Records from a data source
◆ ◆ ◆
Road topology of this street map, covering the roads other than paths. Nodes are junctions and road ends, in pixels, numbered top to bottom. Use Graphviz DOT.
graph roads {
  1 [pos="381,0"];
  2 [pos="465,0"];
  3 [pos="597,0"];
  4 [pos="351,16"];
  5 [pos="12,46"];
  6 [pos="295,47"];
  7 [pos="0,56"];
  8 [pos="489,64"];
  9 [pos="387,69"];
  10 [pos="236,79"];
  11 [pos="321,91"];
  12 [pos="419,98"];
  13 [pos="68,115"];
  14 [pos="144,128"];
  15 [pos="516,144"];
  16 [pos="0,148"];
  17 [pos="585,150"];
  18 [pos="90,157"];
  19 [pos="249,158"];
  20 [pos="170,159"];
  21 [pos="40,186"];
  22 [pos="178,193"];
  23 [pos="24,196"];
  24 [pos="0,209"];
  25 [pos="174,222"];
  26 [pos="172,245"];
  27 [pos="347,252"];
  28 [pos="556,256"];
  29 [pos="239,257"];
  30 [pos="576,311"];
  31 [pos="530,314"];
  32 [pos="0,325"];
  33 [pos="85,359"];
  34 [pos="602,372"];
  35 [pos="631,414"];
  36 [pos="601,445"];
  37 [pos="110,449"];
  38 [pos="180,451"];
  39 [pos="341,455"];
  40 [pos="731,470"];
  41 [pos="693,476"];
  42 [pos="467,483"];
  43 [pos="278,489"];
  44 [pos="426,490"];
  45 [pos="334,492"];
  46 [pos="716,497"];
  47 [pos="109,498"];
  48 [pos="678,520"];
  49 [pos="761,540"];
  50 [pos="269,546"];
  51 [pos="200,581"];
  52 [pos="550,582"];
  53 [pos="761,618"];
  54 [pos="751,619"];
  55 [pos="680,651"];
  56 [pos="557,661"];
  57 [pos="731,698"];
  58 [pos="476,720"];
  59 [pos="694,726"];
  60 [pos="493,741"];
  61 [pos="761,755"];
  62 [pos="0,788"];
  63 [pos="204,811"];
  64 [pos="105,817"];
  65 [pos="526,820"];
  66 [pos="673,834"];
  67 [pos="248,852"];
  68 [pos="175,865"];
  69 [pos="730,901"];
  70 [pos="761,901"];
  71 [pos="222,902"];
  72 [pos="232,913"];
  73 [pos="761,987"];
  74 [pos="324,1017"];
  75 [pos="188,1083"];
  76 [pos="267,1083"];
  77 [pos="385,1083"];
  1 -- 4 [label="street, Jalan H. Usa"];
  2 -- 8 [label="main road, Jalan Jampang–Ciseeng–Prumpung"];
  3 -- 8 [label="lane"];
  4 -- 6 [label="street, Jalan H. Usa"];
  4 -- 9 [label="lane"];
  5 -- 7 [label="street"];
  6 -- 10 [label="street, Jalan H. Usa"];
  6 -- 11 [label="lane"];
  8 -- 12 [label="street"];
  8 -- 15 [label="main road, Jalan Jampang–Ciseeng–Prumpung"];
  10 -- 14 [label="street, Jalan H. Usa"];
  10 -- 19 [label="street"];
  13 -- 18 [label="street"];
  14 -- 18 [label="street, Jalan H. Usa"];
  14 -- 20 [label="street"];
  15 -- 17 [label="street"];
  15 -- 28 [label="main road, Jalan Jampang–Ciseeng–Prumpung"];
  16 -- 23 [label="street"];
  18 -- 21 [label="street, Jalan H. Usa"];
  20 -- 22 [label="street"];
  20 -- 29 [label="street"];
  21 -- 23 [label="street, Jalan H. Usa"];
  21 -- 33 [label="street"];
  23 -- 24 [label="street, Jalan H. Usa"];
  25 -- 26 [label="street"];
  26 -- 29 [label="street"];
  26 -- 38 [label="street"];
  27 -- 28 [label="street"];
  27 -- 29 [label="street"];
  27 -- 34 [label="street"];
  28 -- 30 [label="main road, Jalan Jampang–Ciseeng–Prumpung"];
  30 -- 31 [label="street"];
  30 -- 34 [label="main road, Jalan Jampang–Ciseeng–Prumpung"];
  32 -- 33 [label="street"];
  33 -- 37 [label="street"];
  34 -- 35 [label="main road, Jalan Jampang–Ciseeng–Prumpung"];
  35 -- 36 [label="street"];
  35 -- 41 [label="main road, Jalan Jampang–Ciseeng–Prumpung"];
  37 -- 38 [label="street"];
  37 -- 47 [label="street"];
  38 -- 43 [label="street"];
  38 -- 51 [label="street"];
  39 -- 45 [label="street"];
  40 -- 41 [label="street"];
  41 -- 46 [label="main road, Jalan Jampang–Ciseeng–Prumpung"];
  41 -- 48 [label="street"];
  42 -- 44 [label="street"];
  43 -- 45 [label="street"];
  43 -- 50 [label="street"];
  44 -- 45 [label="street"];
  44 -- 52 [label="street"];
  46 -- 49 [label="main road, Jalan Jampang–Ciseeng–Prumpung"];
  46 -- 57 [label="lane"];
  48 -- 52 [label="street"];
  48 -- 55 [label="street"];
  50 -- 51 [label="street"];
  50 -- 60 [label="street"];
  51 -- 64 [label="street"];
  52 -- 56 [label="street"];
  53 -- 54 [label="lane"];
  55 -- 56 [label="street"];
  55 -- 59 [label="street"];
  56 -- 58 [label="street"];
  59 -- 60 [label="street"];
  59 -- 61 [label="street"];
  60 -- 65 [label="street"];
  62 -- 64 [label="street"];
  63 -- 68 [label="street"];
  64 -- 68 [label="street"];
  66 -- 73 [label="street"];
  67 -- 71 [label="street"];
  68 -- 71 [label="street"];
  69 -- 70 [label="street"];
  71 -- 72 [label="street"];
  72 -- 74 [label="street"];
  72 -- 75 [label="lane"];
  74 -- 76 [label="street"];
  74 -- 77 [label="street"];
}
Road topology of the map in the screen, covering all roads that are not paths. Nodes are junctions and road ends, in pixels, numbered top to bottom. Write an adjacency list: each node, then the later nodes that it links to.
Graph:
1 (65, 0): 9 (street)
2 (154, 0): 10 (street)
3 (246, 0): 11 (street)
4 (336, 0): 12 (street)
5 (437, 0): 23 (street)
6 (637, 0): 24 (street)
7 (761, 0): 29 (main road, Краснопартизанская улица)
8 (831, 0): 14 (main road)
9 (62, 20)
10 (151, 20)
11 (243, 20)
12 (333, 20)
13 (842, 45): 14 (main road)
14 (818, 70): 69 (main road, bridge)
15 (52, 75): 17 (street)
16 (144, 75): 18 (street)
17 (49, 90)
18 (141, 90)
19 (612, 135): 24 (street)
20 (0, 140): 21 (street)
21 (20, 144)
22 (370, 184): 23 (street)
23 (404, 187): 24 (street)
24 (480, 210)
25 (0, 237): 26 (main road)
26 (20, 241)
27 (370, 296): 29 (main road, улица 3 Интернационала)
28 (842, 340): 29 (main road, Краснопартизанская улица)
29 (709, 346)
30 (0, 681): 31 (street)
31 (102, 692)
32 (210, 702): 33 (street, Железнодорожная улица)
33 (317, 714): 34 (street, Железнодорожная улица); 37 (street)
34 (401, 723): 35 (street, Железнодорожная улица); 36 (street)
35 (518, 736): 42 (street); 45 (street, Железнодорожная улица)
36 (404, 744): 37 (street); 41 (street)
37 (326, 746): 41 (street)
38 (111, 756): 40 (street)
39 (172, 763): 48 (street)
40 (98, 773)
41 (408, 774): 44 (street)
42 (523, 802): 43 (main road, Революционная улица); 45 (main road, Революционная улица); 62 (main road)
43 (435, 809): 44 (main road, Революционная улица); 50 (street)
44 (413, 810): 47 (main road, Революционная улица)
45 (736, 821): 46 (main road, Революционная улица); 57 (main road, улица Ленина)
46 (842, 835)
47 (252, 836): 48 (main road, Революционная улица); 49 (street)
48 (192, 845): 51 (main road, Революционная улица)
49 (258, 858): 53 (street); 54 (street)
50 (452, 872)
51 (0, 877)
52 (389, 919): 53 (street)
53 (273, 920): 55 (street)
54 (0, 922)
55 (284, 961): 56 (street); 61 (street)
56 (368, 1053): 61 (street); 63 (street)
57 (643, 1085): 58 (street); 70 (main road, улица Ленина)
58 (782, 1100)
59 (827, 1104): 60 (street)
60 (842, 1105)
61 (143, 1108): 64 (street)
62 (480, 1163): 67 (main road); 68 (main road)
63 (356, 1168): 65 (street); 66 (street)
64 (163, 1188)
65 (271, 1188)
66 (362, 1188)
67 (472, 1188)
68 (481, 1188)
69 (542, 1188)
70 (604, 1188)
◆ ◆ ◆
Exercise prompt:
Wherever a line of the data holds "junctions", copy that line.

Task solution:
Road topology of this street map, covering the roads other than paths. Nodes are junctions and road ends, in pixels, numbered top to bottom. Use Graphviz DOT.
Road topology of the map in the screen, covering all roads that are not paths. Nodes are junctions and road ends, in pixels, numbered top to bottom. Write an adjacency list: each node, then the later nodes that it links to.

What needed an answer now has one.